DIRECTIONS FOR THIS TASK> Your answer should consist of the lines in the data below that contain "mouth".

• • • •

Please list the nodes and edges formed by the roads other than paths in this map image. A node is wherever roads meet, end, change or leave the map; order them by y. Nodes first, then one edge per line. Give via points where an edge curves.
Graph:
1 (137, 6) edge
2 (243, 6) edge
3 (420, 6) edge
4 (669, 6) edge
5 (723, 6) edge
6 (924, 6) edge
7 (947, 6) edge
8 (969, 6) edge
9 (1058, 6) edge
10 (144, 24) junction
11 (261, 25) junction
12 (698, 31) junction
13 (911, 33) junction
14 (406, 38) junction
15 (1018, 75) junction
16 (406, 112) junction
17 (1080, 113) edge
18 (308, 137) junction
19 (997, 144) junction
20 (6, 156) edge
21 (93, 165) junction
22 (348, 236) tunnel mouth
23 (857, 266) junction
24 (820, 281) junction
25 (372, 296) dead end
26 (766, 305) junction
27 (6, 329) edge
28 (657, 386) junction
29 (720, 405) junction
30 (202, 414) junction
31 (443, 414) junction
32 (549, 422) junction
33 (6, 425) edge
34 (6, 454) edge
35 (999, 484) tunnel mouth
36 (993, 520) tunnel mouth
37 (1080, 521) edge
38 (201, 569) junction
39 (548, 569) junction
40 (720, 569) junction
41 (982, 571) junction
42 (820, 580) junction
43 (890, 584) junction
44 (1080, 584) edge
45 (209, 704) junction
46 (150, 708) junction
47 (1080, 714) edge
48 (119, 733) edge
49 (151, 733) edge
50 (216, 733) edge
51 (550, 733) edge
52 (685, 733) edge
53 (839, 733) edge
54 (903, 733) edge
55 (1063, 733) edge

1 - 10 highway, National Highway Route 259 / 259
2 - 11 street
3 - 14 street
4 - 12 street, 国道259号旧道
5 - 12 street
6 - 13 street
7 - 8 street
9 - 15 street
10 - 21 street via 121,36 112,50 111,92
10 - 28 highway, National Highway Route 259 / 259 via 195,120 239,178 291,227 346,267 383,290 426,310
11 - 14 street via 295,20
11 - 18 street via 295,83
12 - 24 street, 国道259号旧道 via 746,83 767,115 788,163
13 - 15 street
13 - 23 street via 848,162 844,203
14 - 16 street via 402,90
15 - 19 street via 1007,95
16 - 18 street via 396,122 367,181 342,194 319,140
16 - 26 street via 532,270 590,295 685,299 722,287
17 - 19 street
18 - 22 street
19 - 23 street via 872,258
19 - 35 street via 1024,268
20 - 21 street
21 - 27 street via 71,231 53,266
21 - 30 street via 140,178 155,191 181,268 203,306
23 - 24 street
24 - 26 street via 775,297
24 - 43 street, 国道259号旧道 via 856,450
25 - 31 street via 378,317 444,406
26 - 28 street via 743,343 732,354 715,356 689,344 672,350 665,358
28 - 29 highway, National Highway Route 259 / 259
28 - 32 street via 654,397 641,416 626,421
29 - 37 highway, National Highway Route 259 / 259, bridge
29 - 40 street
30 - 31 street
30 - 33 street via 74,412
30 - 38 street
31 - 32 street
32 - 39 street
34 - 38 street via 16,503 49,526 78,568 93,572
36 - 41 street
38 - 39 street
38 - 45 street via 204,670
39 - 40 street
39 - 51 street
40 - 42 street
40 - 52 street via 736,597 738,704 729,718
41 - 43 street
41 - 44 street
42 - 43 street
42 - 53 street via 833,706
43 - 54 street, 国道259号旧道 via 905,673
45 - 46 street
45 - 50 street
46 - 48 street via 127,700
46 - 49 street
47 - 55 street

• • • •

FINISHED EXERCISE>
22 (348, 236) tunnel mouth
35 (999, 484) tunnel mouth
36 (993, 520) tunnel mouth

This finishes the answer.